_Exercise aim_. Word for word, restate every entry shown below.

_Raw data_.
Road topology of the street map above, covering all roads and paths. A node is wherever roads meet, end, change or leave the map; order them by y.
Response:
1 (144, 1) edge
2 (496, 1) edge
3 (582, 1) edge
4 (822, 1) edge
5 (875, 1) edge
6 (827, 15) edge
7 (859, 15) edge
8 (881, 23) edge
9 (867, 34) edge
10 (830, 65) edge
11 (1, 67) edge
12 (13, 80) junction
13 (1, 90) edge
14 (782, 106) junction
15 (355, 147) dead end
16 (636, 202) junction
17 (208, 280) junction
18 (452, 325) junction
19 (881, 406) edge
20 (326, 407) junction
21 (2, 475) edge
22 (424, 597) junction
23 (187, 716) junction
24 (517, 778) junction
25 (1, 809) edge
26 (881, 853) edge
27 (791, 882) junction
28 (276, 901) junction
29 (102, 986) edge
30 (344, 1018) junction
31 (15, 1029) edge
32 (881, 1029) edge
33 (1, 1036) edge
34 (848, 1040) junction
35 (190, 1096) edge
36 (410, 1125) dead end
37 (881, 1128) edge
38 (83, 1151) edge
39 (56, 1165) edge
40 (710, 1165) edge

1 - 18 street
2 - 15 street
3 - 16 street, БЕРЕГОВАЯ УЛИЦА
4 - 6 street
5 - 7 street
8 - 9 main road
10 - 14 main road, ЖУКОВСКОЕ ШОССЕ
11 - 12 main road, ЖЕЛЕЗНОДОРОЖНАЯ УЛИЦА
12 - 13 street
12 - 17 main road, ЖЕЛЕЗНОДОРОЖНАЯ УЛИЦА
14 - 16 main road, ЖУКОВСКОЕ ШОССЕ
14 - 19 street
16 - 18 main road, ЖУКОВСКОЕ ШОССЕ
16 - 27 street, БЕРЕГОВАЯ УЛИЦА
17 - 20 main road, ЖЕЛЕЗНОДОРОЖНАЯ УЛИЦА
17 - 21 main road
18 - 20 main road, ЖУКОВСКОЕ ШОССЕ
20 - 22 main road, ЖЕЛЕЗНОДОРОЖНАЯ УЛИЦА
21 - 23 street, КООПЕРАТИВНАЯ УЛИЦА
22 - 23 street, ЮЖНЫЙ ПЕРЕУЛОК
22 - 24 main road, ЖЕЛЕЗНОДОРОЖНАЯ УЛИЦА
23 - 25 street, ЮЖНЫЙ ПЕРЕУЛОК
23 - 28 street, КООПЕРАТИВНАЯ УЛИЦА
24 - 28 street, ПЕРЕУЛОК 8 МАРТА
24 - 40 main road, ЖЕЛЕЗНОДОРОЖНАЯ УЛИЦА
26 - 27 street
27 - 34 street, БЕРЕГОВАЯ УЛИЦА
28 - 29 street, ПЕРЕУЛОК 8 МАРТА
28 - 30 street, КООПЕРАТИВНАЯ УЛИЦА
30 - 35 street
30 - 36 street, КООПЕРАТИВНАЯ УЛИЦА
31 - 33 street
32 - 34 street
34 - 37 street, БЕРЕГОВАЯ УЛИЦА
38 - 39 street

_Written solution_.
Road topology of the street map above, covering all roads and paths. A node is wherever roads meet, end, change or leave the map; order them by y.
Response:
1 (144, 1) edge
2 (496, 1) edge
3 (582, 1) edge
4 (822, 1) edge
5 (875, 1) edge
6 (827, 15) edge
7 (859, 15) edge
8 (881, 23) edge
9 (867, 34) edge
10 (830, 65) edge
11 (1, 67) edge
12 (13, 80) junction
13 (1, 90) edge
14 (782, 106) junction
15 (355, 147) dead end
16 (636, 202) junction
17 (208, 280) junction
18 (452, 325) junction
19 (881, 406) edge
20 (326, 407) junction
21 (2, 475) edge
22 (424, 597) junction
23 (187, 716) junction
24 (517, 778) junction
25 (1, 809) edge
26 (881, 853) edge
27 (791, 882) junction
28 (276, 901) junction
29 (102, 986) edge
30 (344, 1018) junction
31 (15, 1029) edge
32 (881, 1029) edge
33 (1, 1036) edge
34 (848, 1040) junction
35 (190, 1096) edge
36 (410, 1125) dead end
37 (881, 1128) edge
38 (83, 1151) edge
39 (56, 1165) edge
40 (710, 1165) edge

1 - 18 street
2 - 15 street
3 - 16 street, БЕРЕГОВАЯ УЛИЦА
4 - 6 street
5 - 7 street
8 - 9 main road
10 - 14 main road, ЖУКОВСКОЕ ШОССЕ
11 - 12 main road, ЖЕЛЕЗНОДОРОЖНАЯ УЛИЦА
12 - 13 street
12 - 17 main road, ЖЕЛЕЗНОДОРОЖНАЯ УЛИЦА
14 - 16 main road, ЖУКОВСКОЕ ШОССЕ
14 - 19 street
16 - 18 main road, ЖУКОВСКОЕ ШОССЕ
16 - 27 street, БЕРЕГОВАЯ УЛИЦА
17 - 20 main road, ЖЕЛЕЗНОДОРОЖНАЯ УЛИЦА
17 - 21 main road
18 - 20 main road, ЖУКОВСКОЕ ШОССЕ
20 - 22 main road, ЖЕЛЕЗНОДОРОЖНАЯ УЛИЦА
21 - 23 street, КООПЕРАТИВНАЯ УЛИЦА
22 - 23 street, ЮЖНЫЙ ПЕРЕУЛОК
22 - 24 main road, ЖЕЛЕЗНОДОРОЖНАЯ УЛИЦА
23 - 25 street, ЮЖНЫЙ ПЕРЕУЛОК
23 - 28 street, КООПЕРАТИВНАЯ УЛИЦА
24 - 28 street, ПЕРЕУЛОК 8 МАРТА
24 - 40 main road, ЖЕЛЕЗНОДОРОЖНАЯ УЛИЦА
26 - 27 street
27 - 34 street, БЕРЕГОВАЯ УЛИЦА
28 - 29 street, ПЕРЕУЛОК 8 МАРТА
28 - 30 street, КООПЕРАТИВНАЯ УЛИЦА
30 - 35 street
30 - 36 street, КООПЕРАТИВНАЯ УЛИЦА
31 - 33 street
32 - 34 street
34 - 37 street, БЕРЕГОВАЯ УЛИЦА
38 - 39 street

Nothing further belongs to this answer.